* **Task prompt**
Filter the records below, keeping only lines with the string "Tadworth".

* **Records**

--- START ---

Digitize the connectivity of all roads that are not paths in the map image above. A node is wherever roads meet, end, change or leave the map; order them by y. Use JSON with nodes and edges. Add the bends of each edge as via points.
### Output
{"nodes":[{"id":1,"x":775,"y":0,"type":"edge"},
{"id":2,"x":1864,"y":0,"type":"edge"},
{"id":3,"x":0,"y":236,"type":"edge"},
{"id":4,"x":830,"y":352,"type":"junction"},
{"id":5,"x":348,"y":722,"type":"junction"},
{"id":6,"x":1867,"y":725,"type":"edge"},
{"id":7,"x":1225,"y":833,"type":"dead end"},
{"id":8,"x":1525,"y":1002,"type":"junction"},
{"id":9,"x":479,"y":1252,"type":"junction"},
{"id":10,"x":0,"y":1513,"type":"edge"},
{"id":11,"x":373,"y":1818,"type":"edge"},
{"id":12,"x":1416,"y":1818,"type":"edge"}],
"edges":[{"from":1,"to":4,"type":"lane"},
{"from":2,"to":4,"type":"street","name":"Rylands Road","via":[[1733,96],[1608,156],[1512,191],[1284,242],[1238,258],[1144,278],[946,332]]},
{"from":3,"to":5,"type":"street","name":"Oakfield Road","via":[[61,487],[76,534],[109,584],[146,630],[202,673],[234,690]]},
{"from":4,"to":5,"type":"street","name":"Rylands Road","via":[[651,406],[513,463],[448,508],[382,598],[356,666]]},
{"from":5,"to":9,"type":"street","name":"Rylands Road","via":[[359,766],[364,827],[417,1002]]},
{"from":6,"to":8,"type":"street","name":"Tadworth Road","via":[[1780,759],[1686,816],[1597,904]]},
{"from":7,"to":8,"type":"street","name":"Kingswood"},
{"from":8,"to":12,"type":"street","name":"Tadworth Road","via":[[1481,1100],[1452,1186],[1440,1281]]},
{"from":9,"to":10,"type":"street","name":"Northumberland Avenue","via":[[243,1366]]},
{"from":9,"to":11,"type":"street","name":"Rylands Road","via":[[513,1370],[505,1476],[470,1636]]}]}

--- END ---

* **Worked solution**
{"from":6,"to":8,"type":"street","name":"Tadworth Road","via":[[1780,759],[1686,816],[1597,904]]},
{"from":8,"to":12,"type":"street","name":"Tadworth Road","via":[[1481,1100],[1452,1186],[1440,1281]]},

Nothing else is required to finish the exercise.